The task:
Your copy of the data should match it exactly, leaving out only the pictures.

═════ Data records ═════

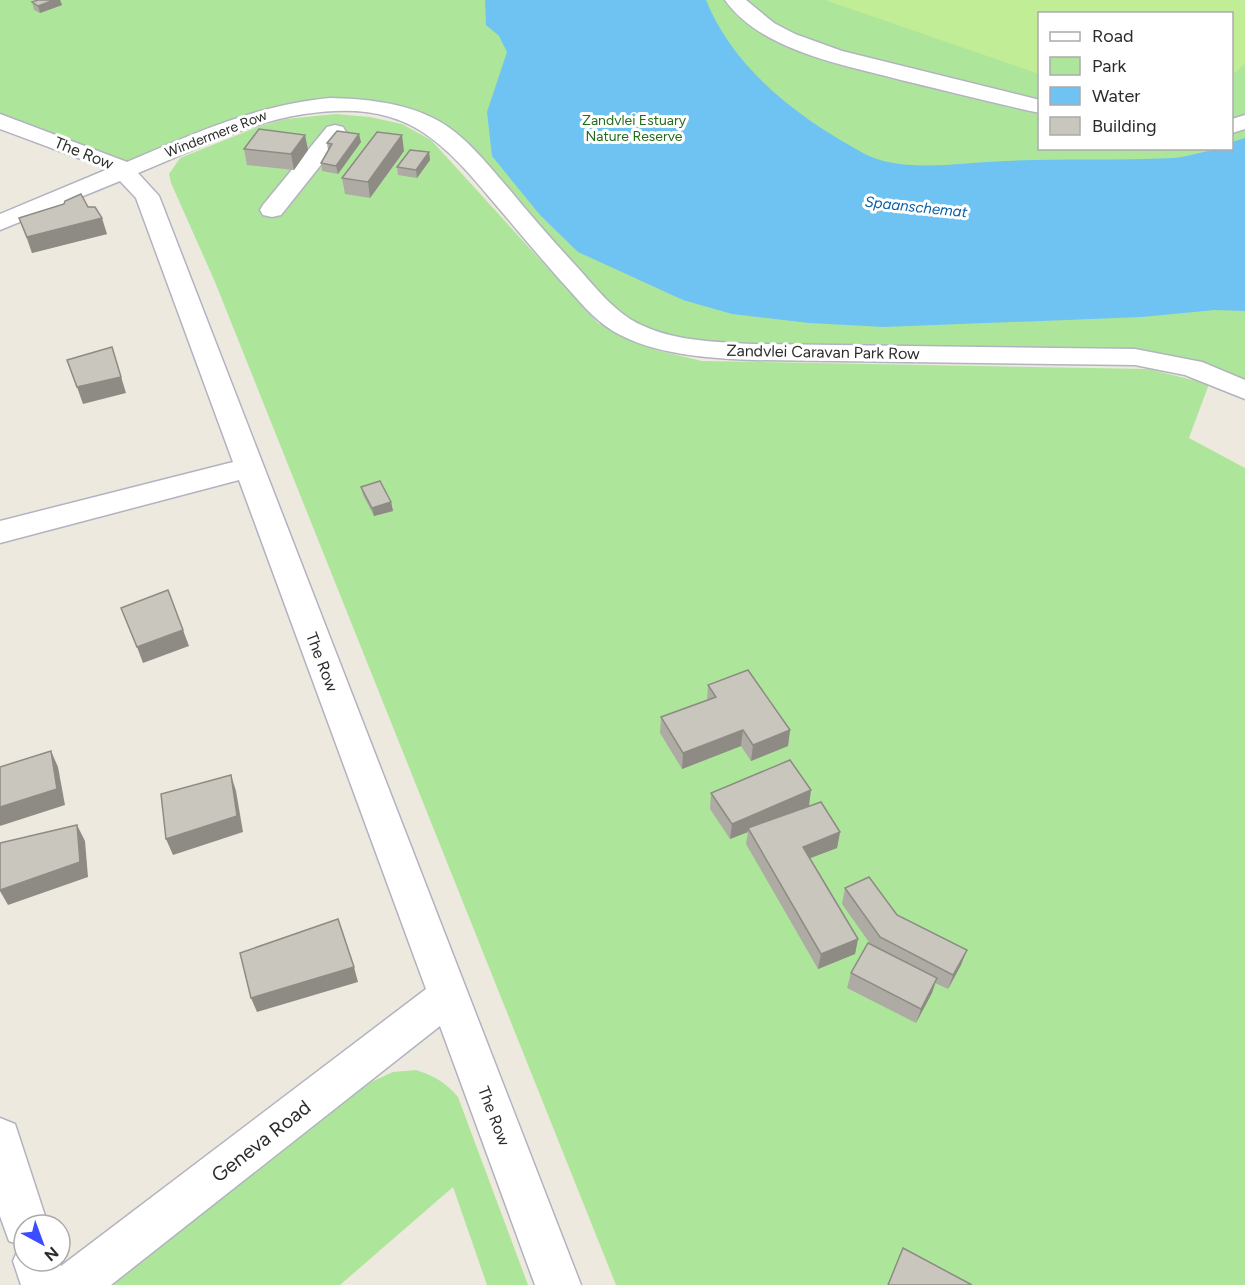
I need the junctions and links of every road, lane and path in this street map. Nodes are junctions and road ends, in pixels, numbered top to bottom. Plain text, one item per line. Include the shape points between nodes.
1 (735, 0) edge
2 (1038, 107) edge
3 (0, 121) edge
4 (335, 132) edge
5 (472, 162) joint
6 (125, 171) junction
7 (272, 210) dead end
8 (0, 223) edge
9 (1245, 390) edge
10 (249, 468) junction
11 (0, 532) edge
12 (448, 996) junction
13 (0, 1139) edge
14 (22, 1213) edge
15 (74, 1285) edge
16 (558, 1285) edge

1 - 2 street via 742,10 778,34 831,55
3 - 6 street, The Row via 116,164
4 - 7 street
5 - 6 street, Windermere Row via 445,135 424,122 366,106 331,105 271,112
5 - 9 street, Zandvlei Caravan Park Row via 606,314 659,340 709,350 754,352 1135,357 1192,368
6 - 8 street, Windermere Row
6 - 10 street, The Row via 147,196
10 - 11 street
10 - 12 street, The Row
12 - 15 street, Geneva Road
12 - 16 street, The Row
13 - 14 street

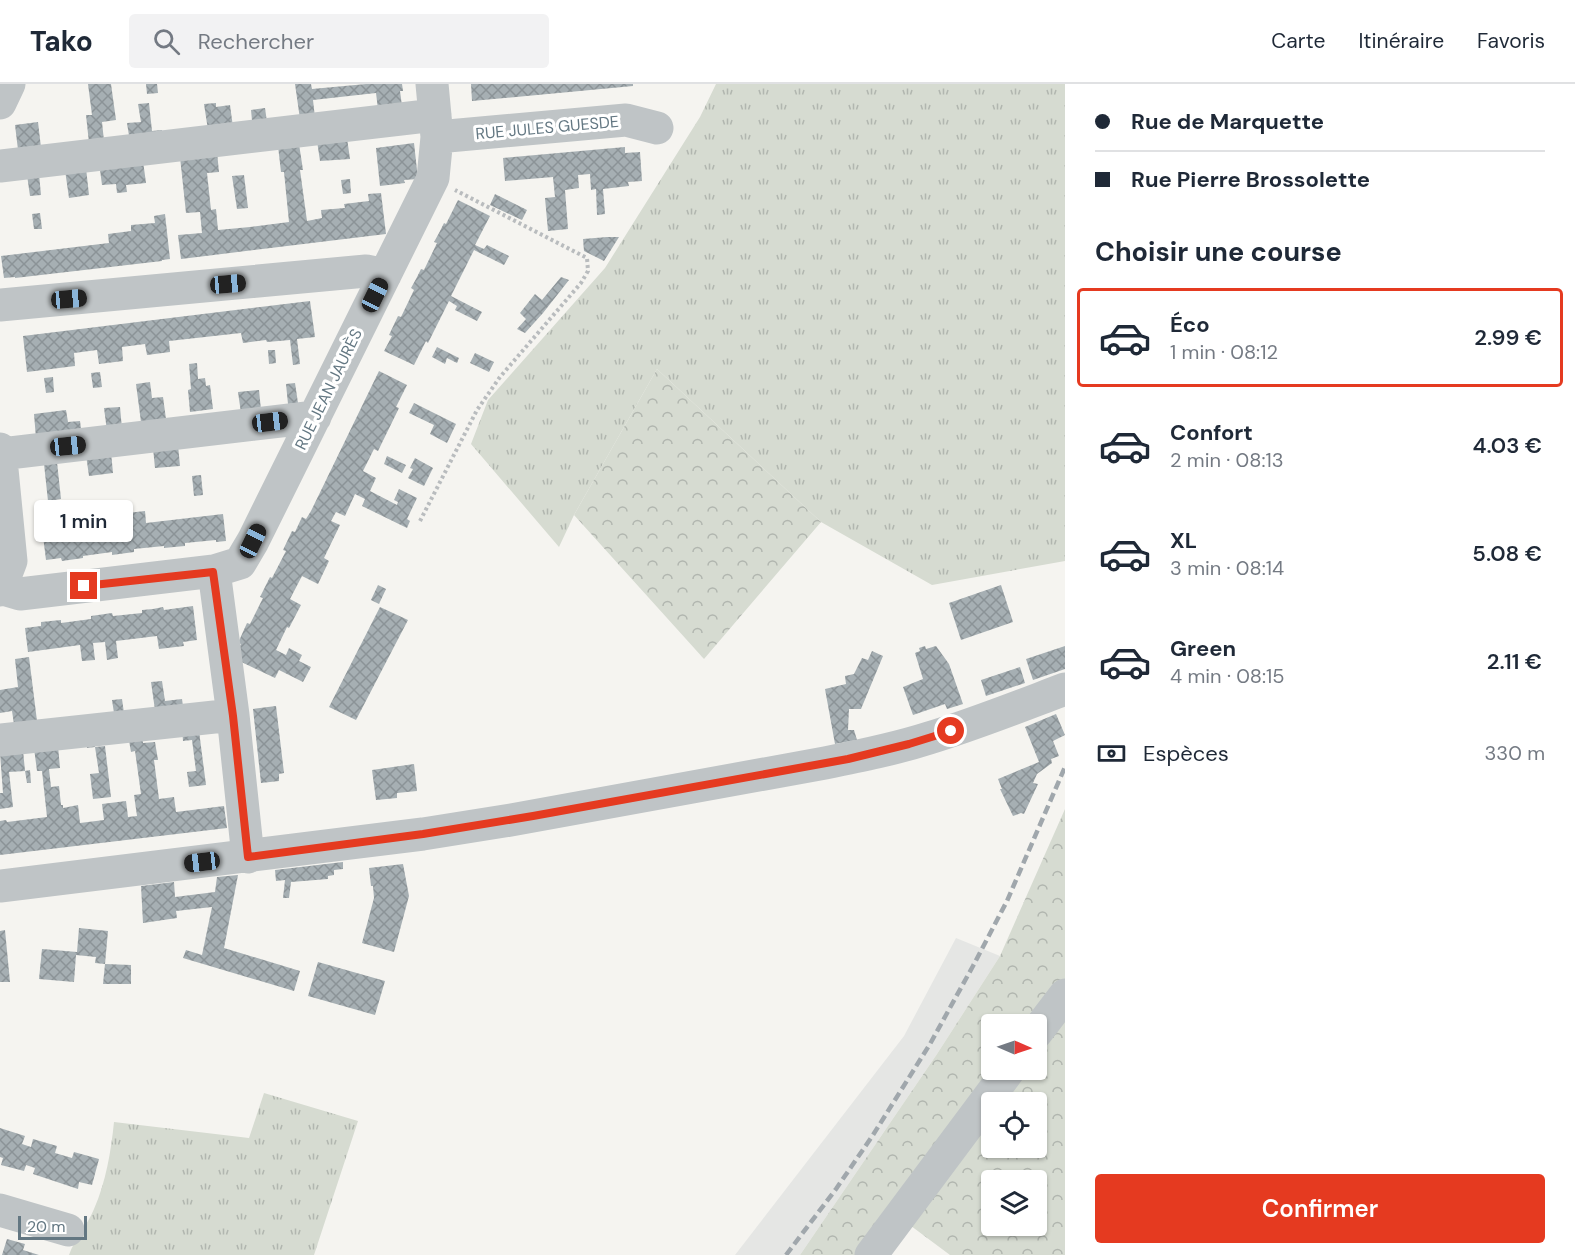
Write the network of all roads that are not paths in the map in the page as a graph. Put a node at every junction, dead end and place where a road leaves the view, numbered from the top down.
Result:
1 (9, 84) edge
2 (0, 103) edge
3 (434, 112) edge
4 (657, 128) dead end
5 (0, 166) edge
6 (385, 274) junction
7 (0, 305) edge
8 (315, 417) junction
9 (0, 449) edge
10 (0, 454) edge
11 (213, 572) junction
12 (0, 589) edge
13 (1065, 689) edge
14 (233, 716) junction
15 (0, 740) edge
16 (248, 857) junction
17 (0, 886) edge
18 (1065, 995) edge
19 (1047, 1019) edge
20 (1002, 1080) edge
21 (0, 1210) edge
22 (68, 1230) dead end
23 (871, 1255) edge

1 - 2 street
3 - 4 street, RUE JULES GUESDE
3 - 5 street, RUE JULES GUESDE
3 - 6 street, RUE JEAN JAURÈS
6 - 7 street
6 - 8 street, RUE JEAN JAURÈS
8 - 10 street
8 - 11 street, RUE JEAN JAURÈS
9 - 10 street
10 - 12 street
11 - 12 street, RUE JEAN JAURÈS
11 - 14 street
13 - 16 street
14 - 15 street
14 - 16 street
16 - 17 street
18 - 19 street
20 - 23 street
21 - 22 street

═════

Answer below:
I need the junctions and links of every road, lane and path in this street map. Nodes are junctions and road ends, in pixels, numbered top to bottom. Plain text, one item per line. Include the shape points between nodes.
1 (735, 0) edge
2 (1038, 107) edge
3 (0, 121) edge
4 (335, 132) edge
5 (472, 162) joint
6 (125, 171) junction
7 (272, 210) dead end
8 (0, 223) edge
9 (1245, 390) edge
10 (249, 468) junction
11 (0, 532) edge
12 (448, 996) junction
13 (0, 1139) edge
14 (22, 1213) edge
15 (74, 1285) edge
16 (558, 1285) edge

1 - 2 street via 742,10 778,34 831,55
3 - 6 street, The Row via 116,164
4 - 7 street
5 - 6 street, Windermere Row via 445,135 424,122 366,106 331,105 271,112
5 - 9 street, Zandvlei Caravan Park Row via 606,314 659,340 709,350 754,352 1135,357 1192,368
6 - 8 street, Windermere Row
6 - 10 street, The Row via 147,196
10 - 11 street
10 - 12 street, The Row
12 - 15 street, Geneva Road
12 - 16 street, The Row
13 - 14 street

Write the network of all roads that are not paths in the map in the page as a graph. Put a node at every junction, dead end and place where a road leaves the view, numbered from the top down.
Result:
1 (9, 84) edge
2 (0, 103) edge
3 (434, 112) edge
4 (657, 128) dead end
5 (0, 166) edge
6 (385, 274) junction
7 (0, 305) edge
8 (315, 417) junction
9 (0, 449) edge
10 (0, 454) edge
11 (213, 572) junction
12 (0, 589) edge
13 (1065, 689) edge
14 (233, 716) junction
15 (0, 740) edge
16 (248, 857) junction
17 (0, 886) edge
18 (1065, 995) edge
19 (1047, 1019) edge
20 (1002, 1080) edge
21 (0, 1210) edge
22 (68, 1230) dead end
23 (871, 1255) edge

1 - 2 street
3 - 4 street, RUE JULES GUESDE
3 - 5 street, RUE JULES GUESDE
3 - 6 street, RUE JEAN JAURÈS
6 - 7 street
6 - 8 street, RUE JEAN JAURÈS
8 - 10 street
8 - 11 street, RUE JEAN JAURÈS
9 - 10 street
10 - 12 street
11 - 12 street, RUE JEAN JAURÈS
11 - 14 street
13 - 16 street
14 - 15 street
14 - 16 street
16 - 17 street
18 - 19 street
20 - 23 street
21 - 22 street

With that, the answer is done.